• Task requirements
Read through the records below and copy each line that uses the word "Nodes".

• Data records
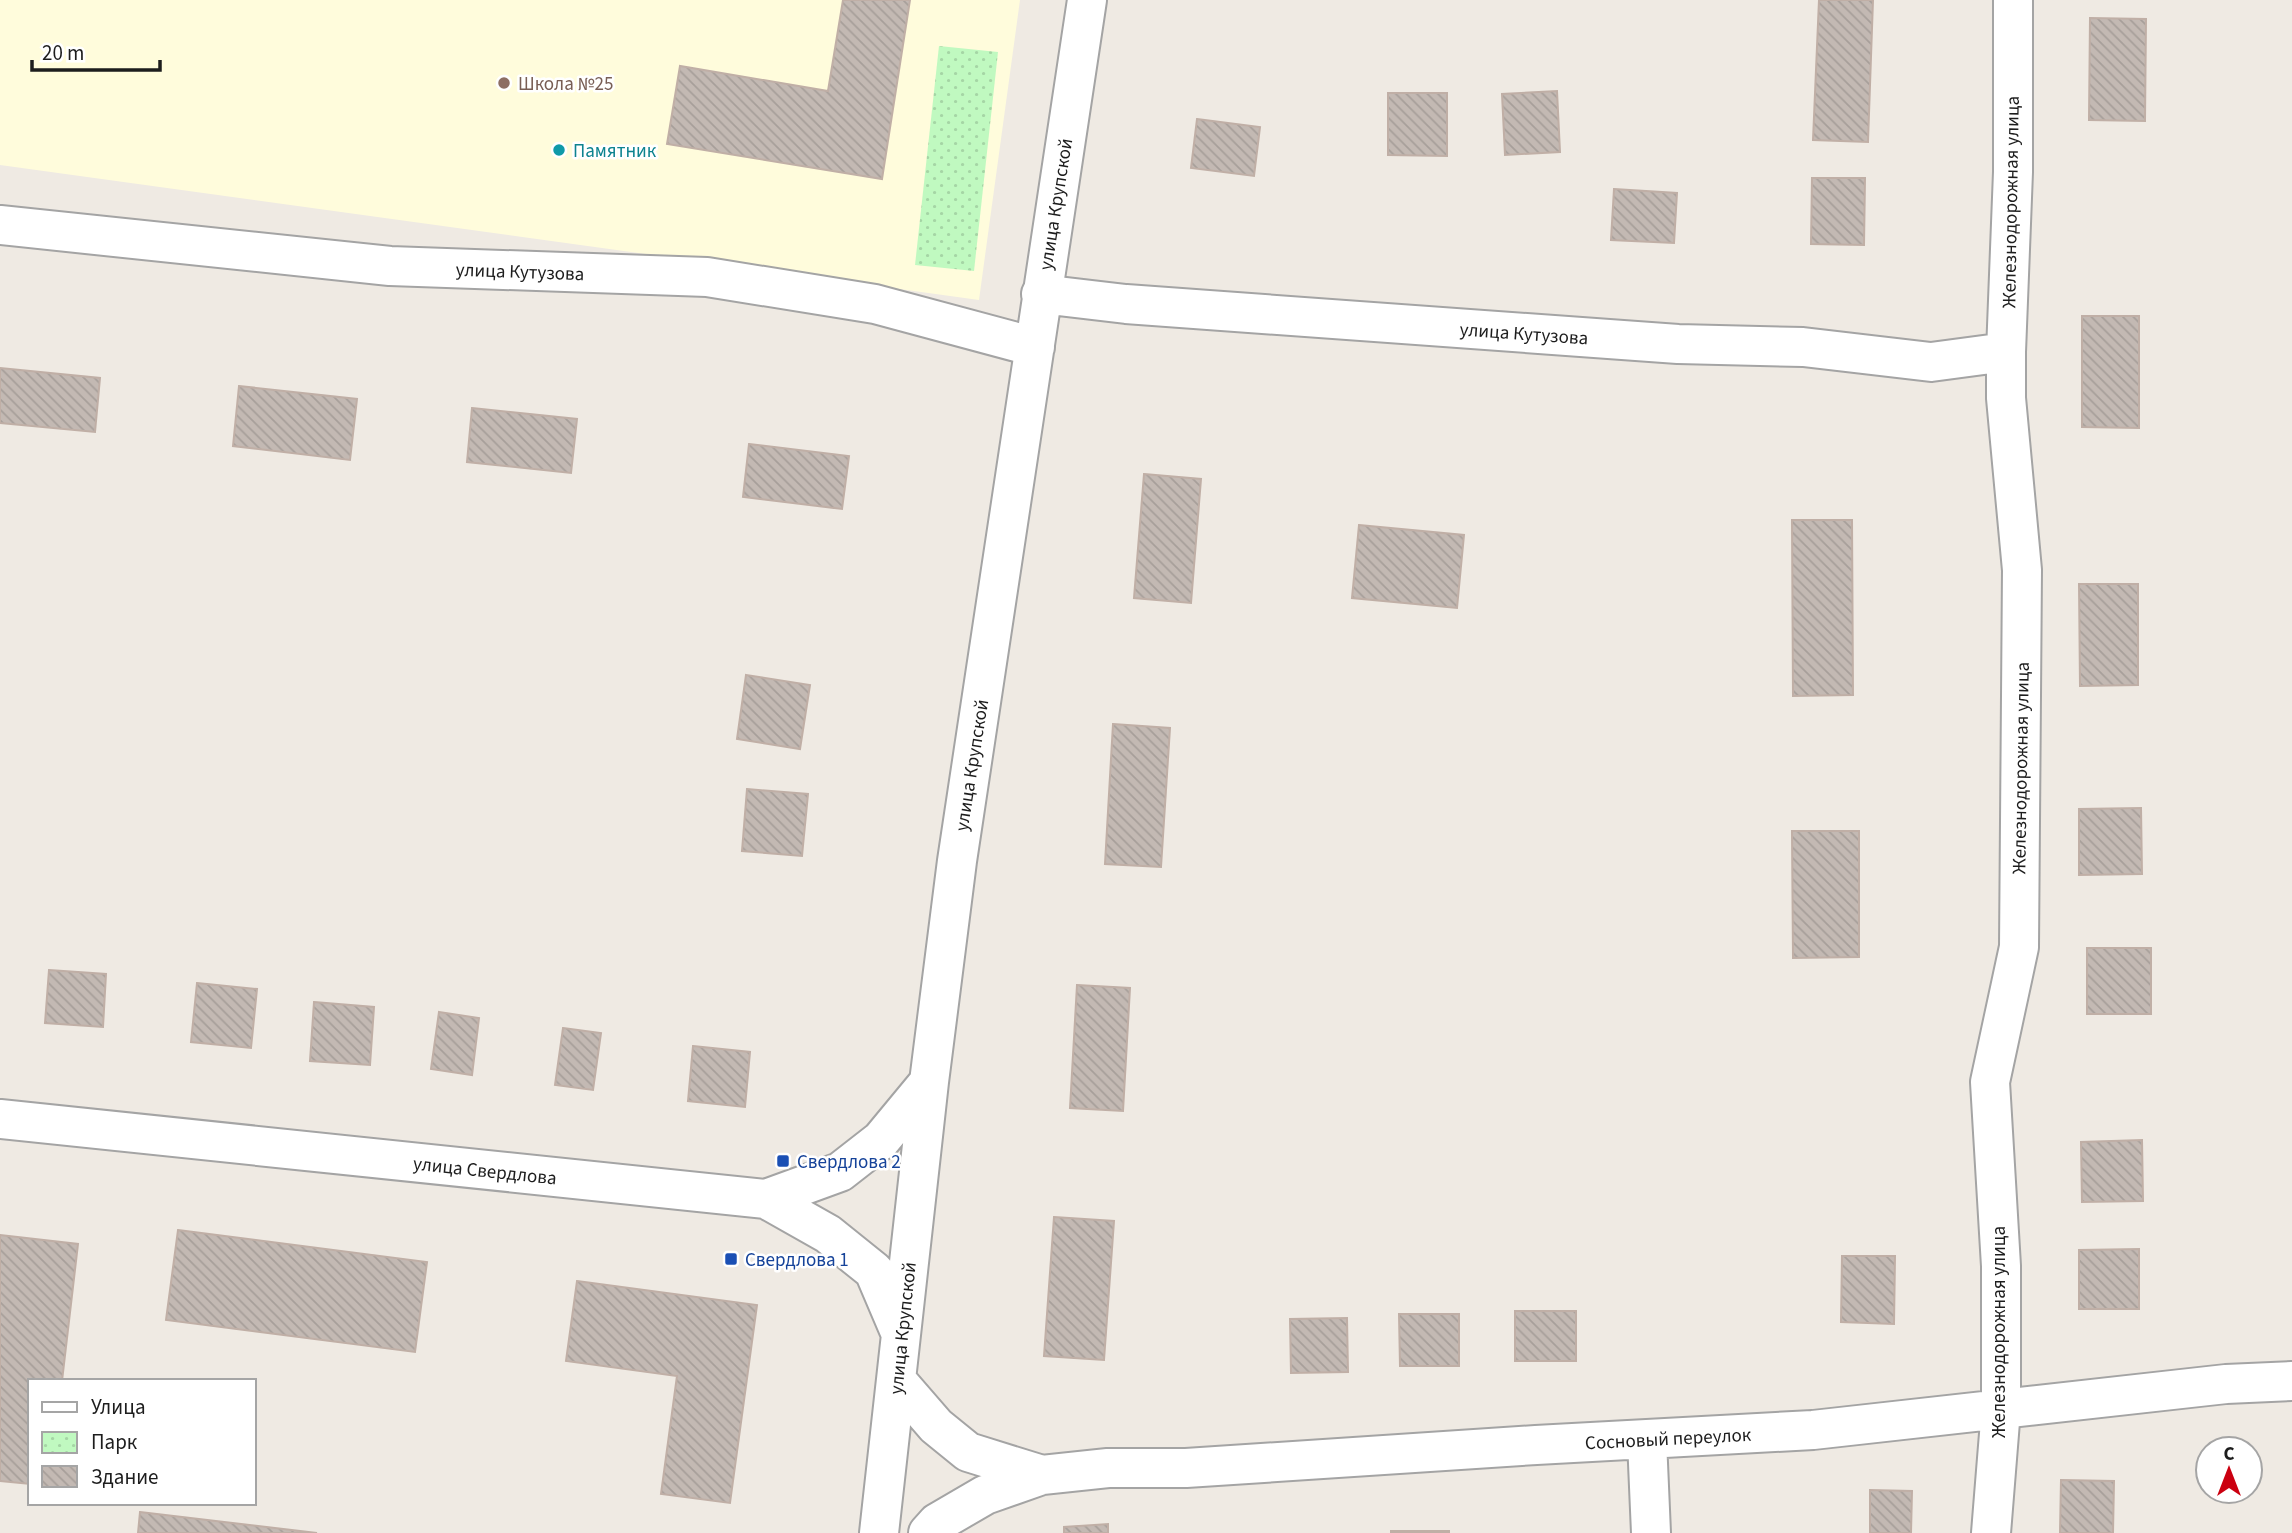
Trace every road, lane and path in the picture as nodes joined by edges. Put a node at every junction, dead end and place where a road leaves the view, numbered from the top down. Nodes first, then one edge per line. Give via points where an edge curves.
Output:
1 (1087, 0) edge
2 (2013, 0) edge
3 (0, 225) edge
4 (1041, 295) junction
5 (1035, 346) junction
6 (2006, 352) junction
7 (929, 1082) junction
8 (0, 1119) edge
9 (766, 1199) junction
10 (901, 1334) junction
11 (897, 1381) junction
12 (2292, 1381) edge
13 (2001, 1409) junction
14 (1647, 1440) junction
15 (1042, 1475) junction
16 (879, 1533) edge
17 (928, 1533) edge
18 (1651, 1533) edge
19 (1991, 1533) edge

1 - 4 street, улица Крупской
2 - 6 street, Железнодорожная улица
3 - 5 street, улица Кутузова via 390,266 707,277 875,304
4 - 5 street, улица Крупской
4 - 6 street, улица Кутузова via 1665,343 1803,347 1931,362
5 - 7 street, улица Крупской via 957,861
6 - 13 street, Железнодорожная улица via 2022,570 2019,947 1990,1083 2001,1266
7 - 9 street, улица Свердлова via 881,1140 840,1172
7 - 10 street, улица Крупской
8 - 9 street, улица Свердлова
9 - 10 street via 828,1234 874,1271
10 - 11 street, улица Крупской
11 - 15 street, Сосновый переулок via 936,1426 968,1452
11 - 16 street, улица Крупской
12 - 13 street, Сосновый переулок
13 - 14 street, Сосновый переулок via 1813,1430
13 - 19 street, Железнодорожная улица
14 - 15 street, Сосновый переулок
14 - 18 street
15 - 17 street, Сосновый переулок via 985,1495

...

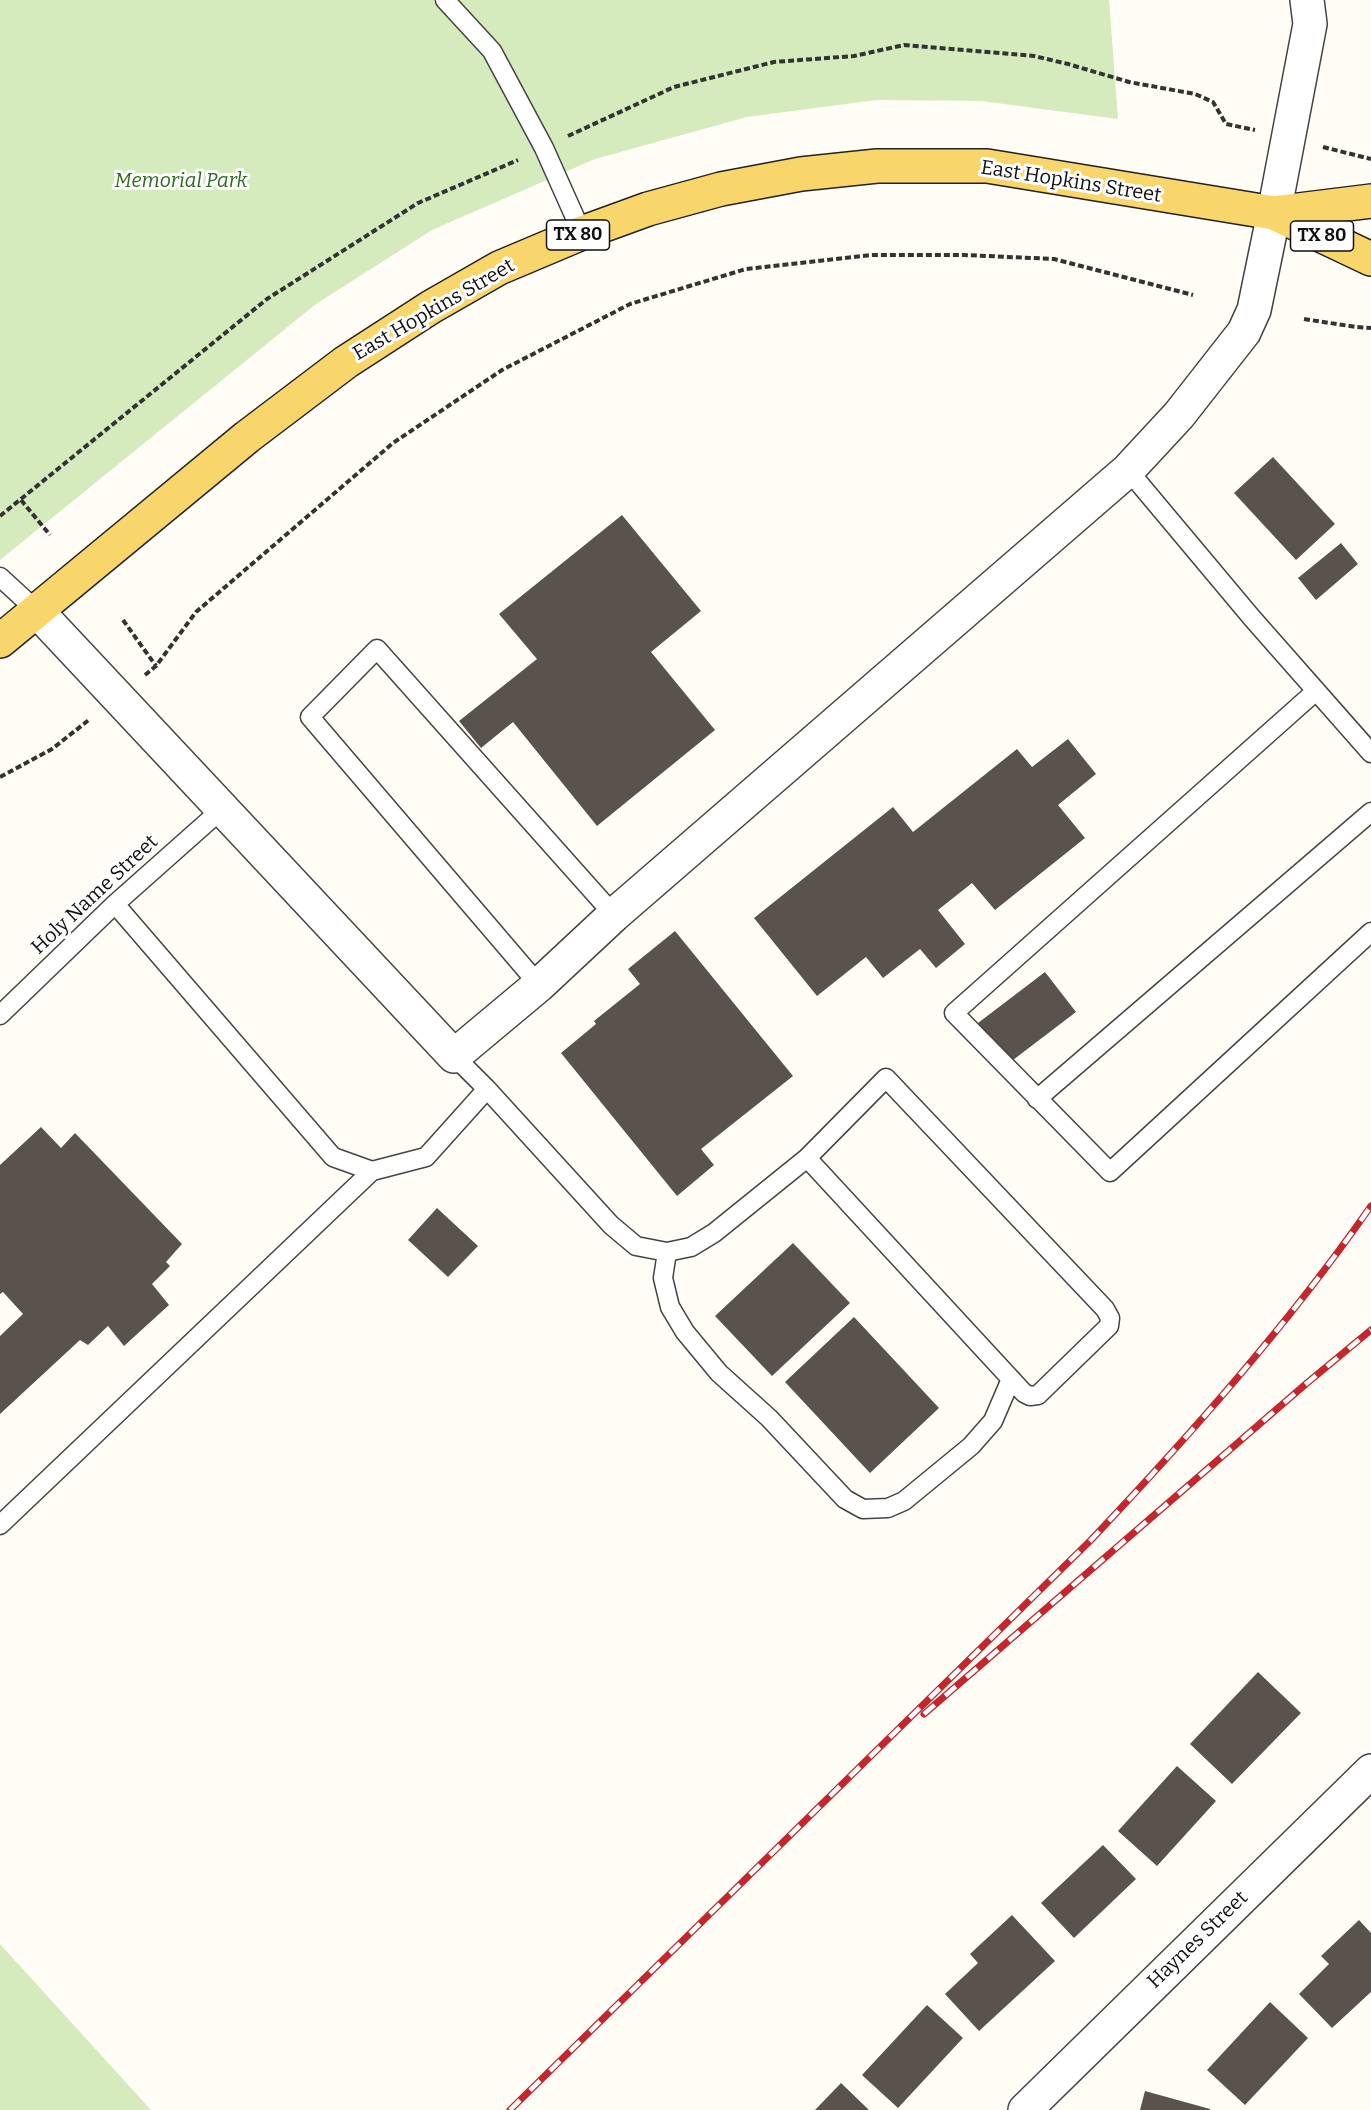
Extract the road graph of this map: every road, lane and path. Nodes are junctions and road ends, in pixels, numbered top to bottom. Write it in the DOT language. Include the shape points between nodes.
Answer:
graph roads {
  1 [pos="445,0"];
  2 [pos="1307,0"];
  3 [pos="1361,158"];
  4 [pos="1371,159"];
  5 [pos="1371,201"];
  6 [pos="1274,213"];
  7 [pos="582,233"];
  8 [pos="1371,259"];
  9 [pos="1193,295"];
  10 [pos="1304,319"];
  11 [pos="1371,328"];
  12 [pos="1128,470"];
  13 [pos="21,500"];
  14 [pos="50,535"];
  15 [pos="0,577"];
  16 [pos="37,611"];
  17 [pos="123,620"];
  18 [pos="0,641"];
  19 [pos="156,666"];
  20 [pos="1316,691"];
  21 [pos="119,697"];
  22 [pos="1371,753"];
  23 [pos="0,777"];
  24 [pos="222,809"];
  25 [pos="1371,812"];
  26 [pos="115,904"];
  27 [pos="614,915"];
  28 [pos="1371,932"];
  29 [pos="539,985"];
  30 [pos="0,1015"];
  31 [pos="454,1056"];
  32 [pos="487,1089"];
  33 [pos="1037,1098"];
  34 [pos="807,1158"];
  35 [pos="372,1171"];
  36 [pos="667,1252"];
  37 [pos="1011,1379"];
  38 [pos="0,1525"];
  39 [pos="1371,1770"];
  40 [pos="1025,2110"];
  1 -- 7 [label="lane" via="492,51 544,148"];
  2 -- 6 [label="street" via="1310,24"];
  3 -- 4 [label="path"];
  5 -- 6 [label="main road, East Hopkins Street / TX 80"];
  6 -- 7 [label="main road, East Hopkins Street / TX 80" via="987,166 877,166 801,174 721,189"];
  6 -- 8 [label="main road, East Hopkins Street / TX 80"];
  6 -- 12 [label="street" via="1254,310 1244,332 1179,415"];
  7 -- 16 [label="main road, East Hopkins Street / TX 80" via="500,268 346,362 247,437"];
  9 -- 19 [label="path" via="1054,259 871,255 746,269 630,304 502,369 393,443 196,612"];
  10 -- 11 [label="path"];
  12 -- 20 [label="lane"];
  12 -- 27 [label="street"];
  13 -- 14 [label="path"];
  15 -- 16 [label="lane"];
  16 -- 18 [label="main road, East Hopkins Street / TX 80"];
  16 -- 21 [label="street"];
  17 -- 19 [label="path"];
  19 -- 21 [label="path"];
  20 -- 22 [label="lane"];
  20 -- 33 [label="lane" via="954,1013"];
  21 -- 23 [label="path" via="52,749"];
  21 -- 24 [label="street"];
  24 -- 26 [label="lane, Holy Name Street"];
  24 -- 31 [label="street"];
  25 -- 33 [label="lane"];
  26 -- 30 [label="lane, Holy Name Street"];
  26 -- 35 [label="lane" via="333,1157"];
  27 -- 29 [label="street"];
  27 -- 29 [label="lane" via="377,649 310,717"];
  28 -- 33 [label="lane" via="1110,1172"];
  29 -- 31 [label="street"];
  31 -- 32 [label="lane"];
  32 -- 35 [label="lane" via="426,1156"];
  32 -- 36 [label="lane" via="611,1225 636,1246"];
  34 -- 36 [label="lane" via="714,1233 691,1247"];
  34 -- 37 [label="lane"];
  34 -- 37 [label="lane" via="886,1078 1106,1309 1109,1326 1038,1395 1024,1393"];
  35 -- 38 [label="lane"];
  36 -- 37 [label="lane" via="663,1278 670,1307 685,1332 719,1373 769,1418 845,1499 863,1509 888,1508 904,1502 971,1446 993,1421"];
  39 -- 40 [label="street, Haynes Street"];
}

• Solved problem
Trace every road, lane and path in the picture as nodes joined by edges. Put a node at every junction, dead end and place where a road leaves the view, numbered from the top down. Nodes first, then one edge per line. Give via points where an edge curves.
Extract the road graph of this map: every road, lane and path. Nodes are junctions and road ends, in pixels, numbered top to bottom. Write it in the DOT language. Include the shape points between nodes.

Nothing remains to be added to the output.